Il est possible de régler la plupart des problèmes encourus avec les parents. On peut visiter ensemble un psychothérapeute, essayer d’avoir des conversations à la maison. Mais, quand ils essaient de vous rendre “plus intelligent” et “plus productif” en utilisant des coups de poing, ça ne marche pas.

Je n’oublierai pas cette histoire. Une fois, mon beau-père est venu me chercher après les cours. Il n’a pas pris en compte qu’il y a des dizaines d’enfants dans le bâtiment de l’école et que pour me retrouver, il fallait au moins m’appeler. Son verdict a été immédiat : elle sèche les cours. Après 15 minutes de conversation à la maison et de tentatives de me faire avouer, mon beau-père m’a serré la gorge comme pour m’étrangler.

À partir de ce moment, ma décision était prise. Quand les femmes quittent leurs maris tyranniques, leur acte est considéré comme correct, du moins par les gens normaux. Mais les enfants sont dans une situation différente, on ne choisit pas nos parents. Tu es obligé de vivre avec ce que tu as. En plus, certains pensent que les parents sont sacrés, et qu’il ne faut jamais les juger. Mais il faut comprendre, que vivre dans une famille où tu es maltraité, n’est pas normal.

L’évasion et la nouvelle vie

Le dialogue avec le psychothérapeute (voir ci-dessus) a été le point de départ. C’est ce qui m’a amenée à une réflexion très simple : il est impossible de perdre du poids, de soigner la boulimie, d’étouffer toute ta vie les émotions avec des cachets, si la raison de tes souffrances est toujours à côté de toi.
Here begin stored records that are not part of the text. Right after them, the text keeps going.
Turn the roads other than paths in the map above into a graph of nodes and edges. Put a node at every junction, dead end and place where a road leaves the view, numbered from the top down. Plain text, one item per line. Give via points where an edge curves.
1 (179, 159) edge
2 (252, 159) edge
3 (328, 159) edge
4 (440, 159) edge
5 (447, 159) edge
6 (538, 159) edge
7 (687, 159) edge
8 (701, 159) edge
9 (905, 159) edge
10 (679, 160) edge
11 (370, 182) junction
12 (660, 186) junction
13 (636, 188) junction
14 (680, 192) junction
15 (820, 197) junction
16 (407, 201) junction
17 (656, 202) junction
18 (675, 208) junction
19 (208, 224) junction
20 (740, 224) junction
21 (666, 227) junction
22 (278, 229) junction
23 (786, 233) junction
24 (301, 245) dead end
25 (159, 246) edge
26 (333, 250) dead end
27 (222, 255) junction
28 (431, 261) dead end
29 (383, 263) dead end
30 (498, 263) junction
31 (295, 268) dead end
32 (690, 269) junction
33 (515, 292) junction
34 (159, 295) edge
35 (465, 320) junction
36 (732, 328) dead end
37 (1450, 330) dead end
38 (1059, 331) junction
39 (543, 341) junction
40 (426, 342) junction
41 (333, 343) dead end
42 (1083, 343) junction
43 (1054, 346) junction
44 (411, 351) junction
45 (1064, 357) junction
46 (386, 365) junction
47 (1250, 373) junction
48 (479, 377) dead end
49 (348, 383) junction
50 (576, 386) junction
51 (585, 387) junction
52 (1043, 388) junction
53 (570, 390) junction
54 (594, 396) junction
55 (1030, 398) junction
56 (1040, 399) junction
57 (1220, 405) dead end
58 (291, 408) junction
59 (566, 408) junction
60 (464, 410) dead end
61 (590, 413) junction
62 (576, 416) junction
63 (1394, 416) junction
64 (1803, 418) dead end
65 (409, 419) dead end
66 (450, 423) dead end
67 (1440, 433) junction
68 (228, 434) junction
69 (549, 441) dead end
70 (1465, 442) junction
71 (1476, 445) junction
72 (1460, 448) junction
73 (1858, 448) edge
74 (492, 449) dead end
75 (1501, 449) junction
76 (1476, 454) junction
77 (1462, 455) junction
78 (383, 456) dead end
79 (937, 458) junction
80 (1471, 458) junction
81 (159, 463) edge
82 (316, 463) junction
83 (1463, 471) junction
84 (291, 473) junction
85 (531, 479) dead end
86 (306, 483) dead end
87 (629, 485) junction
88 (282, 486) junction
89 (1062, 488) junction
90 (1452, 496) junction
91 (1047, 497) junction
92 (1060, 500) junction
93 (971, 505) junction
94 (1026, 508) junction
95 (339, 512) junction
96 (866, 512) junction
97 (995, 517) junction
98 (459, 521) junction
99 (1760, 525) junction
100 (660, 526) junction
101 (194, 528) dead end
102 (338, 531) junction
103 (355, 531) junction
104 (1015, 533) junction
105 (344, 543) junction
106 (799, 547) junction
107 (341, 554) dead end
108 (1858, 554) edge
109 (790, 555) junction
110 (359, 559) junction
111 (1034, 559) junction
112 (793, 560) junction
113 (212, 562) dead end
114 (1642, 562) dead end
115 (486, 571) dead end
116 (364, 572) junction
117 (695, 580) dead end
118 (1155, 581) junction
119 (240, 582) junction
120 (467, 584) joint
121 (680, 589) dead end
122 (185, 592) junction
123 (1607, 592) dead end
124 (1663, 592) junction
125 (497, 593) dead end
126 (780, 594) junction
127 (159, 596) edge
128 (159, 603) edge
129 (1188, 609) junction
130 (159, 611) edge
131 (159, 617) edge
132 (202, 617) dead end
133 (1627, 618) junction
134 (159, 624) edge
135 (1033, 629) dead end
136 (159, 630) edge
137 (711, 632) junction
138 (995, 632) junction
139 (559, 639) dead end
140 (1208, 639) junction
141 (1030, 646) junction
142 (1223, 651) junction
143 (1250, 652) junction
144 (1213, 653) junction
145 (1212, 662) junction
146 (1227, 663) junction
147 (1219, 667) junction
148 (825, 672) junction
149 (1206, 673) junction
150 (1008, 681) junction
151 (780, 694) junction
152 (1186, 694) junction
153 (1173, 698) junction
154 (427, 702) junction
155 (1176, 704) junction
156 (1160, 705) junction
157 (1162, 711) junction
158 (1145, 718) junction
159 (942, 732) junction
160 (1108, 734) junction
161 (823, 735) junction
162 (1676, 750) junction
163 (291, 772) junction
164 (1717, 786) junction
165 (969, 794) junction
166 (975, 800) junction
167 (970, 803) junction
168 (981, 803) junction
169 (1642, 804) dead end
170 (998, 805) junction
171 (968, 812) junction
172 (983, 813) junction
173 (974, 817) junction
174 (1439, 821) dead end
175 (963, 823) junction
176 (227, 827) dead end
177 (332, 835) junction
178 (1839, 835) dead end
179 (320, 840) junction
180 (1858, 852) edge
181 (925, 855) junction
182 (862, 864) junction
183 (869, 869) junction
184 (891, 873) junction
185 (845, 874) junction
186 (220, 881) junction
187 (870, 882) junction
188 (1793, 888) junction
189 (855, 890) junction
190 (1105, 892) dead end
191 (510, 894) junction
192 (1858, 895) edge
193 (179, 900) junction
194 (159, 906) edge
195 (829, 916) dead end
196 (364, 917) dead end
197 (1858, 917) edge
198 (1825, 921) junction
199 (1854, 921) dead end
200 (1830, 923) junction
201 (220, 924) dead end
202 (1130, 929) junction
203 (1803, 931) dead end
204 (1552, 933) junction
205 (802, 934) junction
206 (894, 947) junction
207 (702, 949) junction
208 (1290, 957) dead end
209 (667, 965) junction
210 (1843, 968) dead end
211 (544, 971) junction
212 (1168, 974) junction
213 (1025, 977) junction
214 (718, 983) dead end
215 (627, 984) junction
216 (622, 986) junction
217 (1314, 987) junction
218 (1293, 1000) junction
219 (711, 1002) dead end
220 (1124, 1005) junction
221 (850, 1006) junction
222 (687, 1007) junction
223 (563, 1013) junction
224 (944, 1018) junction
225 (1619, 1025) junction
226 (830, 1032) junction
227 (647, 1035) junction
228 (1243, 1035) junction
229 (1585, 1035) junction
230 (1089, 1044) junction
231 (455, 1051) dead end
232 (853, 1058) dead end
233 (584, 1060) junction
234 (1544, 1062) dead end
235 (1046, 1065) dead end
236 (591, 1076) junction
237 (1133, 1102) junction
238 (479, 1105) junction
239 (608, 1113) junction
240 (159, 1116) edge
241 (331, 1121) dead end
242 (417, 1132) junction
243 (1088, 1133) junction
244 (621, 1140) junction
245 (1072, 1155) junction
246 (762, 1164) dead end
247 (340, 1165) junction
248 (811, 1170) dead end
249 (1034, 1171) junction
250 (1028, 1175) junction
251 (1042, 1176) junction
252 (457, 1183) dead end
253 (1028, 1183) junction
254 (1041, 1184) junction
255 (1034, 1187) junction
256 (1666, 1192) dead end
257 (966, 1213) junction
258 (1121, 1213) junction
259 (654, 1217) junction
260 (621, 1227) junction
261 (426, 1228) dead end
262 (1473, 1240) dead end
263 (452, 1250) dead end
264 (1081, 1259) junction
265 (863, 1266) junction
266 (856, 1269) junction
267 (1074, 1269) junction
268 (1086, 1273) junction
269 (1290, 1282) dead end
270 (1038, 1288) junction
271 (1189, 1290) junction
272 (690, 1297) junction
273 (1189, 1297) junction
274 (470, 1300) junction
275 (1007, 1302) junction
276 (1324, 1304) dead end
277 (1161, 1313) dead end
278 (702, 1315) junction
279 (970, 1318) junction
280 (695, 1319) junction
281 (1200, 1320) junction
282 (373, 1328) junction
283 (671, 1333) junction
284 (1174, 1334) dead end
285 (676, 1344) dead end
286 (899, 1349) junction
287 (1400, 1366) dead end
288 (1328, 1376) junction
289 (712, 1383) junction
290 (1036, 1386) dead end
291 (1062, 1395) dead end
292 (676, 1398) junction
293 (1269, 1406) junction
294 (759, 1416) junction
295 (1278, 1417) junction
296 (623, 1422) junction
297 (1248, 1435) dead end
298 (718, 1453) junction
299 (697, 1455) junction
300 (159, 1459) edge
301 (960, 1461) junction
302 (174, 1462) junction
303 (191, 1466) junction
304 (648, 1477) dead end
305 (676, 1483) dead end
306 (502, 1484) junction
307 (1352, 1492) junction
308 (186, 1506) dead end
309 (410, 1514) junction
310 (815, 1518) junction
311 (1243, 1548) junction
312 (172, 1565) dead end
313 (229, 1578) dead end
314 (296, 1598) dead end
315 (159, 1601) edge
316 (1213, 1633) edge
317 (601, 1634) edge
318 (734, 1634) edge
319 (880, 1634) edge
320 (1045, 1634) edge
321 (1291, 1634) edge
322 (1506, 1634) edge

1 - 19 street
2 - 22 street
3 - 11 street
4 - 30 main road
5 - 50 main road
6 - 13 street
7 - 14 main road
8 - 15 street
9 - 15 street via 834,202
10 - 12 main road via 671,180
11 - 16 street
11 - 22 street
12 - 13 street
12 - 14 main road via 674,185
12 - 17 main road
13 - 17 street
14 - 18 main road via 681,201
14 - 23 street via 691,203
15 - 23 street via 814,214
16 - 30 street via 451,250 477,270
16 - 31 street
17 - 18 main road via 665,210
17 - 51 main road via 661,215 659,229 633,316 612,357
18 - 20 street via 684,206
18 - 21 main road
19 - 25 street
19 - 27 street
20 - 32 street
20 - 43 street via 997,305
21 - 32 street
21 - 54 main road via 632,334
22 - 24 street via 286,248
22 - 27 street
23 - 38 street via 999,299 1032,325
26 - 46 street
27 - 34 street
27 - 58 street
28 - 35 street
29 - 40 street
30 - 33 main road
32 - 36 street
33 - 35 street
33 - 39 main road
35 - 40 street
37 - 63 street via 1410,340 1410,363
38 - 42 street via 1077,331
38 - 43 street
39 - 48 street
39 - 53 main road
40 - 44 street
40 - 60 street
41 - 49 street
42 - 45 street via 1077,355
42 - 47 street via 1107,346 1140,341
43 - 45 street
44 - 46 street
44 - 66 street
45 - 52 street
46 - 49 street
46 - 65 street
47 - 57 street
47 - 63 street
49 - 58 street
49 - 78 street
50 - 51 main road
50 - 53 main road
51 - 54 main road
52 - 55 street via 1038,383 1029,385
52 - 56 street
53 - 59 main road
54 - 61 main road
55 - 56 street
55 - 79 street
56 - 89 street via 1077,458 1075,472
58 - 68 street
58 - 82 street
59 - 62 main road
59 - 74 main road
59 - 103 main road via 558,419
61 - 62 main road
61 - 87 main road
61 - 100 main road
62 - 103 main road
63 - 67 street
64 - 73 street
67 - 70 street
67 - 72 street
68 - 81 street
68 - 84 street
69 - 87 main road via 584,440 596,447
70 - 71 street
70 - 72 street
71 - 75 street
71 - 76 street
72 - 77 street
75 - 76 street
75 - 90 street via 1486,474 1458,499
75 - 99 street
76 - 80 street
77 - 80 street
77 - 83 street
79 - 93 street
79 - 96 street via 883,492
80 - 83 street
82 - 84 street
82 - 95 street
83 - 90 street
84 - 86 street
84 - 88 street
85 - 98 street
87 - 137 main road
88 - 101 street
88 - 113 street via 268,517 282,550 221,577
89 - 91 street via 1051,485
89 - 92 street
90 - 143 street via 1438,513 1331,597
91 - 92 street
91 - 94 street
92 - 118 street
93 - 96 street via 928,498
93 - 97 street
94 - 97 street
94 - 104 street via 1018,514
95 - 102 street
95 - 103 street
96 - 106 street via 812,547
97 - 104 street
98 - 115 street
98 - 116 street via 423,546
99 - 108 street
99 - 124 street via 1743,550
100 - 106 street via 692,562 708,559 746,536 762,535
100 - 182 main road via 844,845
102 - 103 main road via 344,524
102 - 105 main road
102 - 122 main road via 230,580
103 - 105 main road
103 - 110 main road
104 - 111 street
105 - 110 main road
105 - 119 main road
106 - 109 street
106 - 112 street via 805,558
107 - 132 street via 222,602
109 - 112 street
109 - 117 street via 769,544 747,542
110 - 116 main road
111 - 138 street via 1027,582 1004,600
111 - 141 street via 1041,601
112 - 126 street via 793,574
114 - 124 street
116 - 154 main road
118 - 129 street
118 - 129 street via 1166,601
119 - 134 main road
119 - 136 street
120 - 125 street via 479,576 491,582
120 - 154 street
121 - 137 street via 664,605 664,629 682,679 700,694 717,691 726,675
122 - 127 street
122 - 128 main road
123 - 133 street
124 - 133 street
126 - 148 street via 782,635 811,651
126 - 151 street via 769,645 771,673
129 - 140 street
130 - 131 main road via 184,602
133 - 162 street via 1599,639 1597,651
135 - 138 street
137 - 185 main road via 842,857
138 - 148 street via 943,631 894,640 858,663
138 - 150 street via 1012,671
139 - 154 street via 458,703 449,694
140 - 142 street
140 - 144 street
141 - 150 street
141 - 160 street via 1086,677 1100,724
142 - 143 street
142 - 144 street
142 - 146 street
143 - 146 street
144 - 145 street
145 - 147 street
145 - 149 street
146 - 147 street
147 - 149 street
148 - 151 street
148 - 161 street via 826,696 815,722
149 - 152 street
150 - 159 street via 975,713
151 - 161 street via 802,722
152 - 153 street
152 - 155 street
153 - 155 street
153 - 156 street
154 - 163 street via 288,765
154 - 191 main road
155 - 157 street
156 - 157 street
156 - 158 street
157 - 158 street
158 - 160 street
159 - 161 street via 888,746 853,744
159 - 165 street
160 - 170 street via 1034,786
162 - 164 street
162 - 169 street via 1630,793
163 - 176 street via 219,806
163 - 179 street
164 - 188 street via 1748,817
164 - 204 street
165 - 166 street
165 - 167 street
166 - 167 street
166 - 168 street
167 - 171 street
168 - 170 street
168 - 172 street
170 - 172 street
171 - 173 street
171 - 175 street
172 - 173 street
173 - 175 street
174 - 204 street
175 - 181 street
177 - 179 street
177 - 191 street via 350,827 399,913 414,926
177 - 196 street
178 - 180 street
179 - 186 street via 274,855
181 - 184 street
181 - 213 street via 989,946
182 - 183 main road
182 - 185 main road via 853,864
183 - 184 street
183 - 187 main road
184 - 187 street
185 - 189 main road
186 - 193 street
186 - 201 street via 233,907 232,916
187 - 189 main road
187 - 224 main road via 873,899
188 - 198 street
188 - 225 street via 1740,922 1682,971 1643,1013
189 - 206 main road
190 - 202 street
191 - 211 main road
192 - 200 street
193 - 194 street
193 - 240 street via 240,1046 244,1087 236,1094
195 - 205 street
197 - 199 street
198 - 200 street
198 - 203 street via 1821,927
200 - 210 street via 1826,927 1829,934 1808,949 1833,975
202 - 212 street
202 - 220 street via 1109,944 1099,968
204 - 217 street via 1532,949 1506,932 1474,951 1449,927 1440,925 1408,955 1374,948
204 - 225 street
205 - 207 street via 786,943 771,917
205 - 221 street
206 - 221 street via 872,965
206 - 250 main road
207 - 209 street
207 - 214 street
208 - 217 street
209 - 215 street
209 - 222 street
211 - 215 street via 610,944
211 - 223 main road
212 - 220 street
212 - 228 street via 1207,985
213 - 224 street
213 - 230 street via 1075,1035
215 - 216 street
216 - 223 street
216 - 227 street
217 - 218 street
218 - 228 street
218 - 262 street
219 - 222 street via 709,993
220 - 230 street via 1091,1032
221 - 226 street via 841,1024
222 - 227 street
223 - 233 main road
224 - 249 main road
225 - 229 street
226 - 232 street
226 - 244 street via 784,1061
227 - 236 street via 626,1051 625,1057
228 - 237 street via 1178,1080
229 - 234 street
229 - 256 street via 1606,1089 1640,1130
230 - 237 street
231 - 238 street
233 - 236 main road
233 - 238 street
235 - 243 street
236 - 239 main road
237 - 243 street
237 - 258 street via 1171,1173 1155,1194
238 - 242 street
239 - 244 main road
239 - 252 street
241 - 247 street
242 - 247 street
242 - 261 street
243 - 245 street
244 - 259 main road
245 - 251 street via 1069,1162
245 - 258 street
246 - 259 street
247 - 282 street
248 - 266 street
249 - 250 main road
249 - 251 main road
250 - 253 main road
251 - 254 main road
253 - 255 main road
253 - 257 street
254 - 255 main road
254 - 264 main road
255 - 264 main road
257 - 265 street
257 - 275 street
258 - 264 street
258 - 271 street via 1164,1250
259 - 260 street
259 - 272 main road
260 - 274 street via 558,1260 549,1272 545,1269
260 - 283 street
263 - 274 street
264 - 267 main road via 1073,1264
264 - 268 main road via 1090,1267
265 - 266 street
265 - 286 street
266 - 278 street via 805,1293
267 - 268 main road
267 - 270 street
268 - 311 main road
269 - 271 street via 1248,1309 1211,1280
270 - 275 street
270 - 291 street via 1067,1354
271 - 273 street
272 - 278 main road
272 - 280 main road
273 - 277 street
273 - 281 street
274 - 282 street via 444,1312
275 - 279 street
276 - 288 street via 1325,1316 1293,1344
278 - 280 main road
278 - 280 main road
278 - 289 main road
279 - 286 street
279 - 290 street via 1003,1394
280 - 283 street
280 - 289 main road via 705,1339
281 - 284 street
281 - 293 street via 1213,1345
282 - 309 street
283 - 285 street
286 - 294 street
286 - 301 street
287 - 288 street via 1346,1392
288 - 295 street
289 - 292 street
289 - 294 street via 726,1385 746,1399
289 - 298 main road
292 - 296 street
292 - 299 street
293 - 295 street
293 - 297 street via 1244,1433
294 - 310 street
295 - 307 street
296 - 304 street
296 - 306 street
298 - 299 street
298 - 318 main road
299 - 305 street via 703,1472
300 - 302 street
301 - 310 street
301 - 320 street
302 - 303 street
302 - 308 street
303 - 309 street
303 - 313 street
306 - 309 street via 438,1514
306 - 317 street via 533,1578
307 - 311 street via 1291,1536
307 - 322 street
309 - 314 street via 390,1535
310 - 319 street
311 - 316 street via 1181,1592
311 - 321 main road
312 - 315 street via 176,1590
C’était vraiment dur. Rien d’étonnant, si tu as 18 ans et que tu n’as nulle part d’autre où aller. J’ai eu de la chance d’avoir des amis dans une autre ville. J’ai profité d’une absence de mes parents, j’ai fait mes valises et j’ai quitté la maison pour ne plus jamais y revenir. J’ai dû travailler comme serveuse et animatrice pour les enfants le week-end. Et je ne pouvais pas entrer à la fac jusqu’à mes 20 ans, car je n’avais tout simplement pas d’argent. En plus, à cause du travail, je ne pouvais même pas assister aux cours dans la matinée ou pendant la journée.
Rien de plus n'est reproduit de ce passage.